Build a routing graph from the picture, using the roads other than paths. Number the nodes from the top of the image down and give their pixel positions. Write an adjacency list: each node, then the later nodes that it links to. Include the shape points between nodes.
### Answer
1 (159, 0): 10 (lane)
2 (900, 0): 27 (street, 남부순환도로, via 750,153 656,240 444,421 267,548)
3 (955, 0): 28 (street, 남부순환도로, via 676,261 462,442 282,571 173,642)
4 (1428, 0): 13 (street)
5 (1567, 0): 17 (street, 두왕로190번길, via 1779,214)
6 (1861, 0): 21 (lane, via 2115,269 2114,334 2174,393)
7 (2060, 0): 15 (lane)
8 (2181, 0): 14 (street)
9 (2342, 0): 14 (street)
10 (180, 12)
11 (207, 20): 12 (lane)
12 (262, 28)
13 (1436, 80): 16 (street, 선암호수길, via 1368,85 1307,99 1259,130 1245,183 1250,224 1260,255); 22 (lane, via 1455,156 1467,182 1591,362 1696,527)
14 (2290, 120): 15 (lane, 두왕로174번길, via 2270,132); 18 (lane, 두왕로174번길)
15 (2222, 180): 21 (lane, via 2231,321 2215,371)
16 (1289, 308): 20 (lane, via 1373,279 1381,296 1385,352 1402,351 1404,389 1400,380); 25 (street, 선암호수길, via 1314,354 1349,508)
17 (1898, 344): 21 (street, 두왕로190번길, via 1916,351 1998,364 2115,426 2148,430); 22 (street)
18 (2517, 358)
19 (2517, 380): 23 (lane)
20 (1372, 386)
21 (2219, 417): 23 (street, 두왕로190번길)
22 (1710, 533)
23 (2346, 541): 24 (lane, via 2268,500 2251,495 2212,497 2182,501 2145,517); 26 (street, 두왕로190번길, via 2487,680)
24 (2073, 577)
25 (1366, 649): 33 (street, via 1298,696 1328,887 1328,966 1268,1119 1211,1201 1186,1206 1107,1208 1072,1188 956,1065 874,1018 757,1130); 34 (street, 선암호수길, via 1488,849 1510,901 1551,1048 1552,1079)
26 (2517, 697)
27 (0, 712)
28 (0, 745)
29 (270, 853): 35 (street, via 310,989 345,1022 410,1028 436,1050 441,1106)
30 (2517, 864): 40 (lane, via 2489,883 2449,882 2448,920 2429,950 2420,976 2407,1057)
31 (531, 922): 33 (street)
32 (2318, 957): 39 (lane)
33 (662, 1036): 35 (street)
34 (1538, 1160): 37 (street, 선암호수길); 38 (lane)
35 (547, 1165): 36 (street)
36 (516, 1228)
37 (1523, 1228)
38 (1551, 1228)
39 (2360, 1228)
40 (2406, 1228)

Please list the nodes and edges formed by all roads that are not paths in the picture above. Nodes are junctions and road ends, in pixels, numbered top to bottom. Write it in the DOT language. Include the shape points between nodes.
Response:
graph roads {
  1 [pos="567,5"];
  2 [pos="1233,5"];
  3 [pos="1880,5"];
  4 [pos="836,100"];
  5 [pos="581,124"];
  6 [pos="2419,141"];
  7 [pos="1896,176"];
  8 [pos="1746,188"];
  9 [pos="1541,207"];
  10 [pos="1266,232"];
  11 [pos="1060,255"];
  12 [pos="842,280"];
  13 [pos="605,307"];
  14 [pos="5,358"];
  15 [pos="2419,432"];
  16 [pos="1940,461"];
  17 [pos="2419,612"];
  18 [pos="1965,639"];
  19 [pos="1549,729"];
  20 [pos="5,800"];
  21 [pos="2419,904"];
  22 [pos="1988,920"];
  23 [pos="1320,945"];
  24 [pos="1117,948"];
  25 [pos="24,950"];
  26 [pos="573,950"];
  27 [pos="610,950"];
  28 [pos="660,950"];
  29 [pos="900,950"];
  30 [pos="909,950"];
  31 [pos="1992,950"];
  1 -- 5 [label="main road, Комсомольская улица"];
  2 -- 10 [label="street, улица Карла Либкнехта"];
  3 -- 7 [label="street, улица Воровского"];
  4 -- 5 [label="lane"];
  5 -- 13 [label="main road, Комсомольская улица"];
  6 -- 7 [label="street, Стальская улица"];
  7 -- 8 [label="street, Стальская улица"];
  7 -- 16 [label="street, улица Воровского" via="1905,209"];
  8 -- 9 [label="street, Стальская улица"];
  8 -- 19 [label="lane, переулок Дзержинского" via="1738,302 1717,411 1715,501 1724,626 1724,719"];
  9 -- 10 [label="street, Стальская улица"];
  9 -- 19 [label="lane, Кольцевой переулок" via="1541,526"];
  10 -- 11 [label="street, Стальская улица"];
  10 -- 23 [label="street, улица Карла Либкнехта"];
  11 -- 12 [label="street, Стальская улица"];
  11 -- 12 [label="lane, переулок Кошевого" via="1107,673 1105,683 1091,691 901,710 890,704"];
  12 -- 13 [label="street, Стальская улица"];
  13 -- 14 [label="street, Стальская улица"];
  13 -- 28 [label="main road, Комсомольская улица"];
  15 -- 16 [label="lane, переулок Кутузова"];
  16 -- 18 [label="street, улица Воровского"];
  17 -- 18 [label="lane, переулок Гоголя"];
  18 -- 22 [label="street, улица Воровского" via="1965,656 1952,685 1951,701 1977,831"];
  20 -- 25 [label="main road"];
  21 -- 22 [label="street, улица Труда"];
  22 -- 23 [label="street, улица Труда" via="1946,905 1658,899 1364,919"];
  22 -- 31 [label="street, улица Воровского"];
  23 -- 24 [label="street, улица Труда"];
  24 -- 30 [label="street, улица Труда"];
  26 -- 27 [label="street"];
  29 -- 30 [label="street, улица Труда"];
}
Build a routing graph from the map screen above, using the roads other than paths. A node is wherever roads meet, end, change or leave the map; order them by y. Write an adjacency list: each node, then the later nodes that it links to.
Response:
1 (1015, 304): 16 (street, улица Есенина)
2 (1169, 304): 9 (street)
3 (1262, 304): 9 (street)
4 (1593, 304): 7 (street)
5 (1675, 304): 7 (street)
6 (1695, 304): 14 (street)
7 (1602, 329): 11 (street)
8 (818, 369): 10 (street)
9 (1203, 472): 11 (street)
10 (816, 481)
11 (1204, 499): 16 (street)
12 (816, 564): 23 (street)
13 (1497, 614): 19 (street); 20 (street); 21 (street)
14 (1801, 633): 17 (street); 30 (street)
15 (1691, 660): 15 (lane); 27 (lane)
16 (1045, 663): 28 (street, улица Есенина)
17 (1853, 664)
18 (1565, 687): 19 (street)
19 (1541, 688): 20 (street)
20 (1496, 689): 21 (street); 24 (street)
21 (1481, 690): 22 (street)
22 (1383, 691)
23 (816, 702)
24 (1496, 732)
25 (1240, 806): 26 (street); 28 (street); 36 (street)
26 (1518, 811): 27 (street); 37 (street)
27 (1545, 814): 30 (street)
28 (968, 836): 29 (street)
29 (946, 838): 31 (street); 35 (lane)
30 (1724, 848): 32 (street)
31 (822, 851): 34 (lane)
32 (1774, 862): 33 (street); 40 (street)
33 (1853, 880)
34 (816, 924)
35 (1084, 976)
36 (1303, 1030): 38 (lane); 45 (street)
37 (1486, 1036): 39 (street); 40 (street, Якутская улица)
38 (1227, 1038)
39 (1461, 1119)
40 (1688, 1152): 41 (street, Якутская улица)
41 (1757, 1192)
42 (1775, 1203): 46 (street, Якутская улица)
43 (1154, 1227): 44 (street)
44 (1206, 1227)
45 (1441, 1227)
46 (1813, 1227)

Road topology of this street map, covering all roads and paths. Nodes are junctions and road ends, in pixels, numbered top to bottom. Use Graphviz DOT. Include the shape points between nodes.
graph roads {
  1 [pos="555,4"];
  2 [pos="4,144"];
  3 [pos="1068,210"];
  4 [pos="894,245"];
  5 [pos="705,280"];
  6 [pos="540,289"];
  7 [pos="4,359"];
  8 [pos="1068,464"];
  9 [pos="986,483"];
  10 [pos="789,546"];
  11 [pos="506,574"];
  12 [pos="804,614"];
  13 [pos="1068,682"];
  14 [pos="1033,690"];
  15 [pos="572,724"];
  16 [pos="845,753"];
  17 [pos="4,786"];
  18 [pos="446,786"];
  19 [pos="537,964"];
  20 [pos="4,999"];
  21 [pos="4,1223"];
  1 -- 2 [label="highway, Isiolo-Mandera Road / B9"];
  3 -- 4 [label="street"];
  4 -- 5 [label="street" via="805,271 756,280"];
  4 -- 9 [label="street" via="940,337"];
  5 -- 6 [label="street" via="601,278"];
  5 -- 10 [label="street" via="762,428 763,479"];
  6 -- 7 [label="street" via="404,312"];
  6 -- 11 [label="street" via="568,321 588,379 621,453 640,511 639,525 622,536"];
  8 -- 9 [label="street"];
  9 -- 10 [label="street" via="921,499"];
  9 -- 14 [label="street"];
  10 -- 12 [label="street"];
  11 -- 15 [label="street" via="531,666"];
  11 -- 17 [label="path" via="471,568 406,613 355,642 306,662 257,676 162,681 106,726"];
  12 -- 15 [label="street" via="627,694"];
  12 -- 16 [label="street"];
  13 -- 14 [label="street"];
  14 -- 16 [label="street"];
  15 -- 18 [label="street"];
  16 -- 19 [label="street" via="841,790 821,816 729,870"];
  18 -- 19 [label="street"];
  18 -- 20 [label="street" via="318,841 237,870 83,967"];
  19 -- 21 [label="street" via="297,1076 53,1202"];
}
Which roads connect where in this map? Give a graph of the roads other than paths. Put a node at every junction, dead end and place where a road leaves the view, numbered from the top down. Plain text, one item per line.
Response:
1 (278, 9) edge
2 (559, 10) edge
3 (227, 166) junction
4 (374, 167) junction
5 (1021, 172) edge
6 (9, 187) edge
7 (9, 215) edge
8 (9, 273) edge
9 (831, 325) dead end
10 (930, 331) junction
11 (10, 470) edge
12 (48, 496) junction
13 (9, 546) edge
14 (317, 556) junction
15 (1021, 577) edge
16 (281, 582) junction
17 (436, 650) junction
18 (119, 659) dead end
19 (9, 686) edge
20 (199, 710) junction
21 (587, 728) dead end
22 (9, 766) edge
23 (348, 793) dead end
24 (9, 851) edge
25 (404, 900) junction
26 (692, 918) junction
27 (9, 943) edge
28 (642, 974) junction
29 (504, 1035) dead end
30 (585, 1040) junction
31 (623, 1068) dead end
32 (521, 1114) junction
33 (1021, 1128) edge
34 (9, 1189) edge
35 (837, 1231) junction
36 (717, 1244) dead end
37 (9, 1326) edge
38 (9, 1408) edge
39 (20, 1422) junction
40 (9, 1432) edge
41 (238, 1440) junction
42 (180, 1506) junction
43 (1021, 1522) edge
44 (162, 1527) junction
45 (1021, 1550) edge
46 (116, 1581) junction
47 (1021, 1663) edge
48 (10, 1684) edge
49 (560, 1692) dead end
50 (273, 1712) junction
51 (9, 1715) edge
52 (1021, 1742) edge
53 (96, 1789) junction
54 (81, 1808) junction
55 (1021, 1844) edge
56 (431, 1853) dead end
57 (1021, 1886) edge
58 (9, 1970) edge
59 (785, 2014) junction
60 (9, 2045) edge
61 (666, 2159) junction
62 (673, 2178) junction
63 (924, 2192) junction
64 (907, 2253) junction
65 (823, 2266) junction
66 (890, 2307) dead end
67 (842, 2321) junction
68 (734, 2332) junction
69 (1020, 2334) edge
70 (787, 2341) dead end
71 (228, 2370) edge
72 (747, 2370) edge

========

_Directions_. Find every line in the listing that has the string "Комсомольская", then give the count by itself.

_Response box_. 3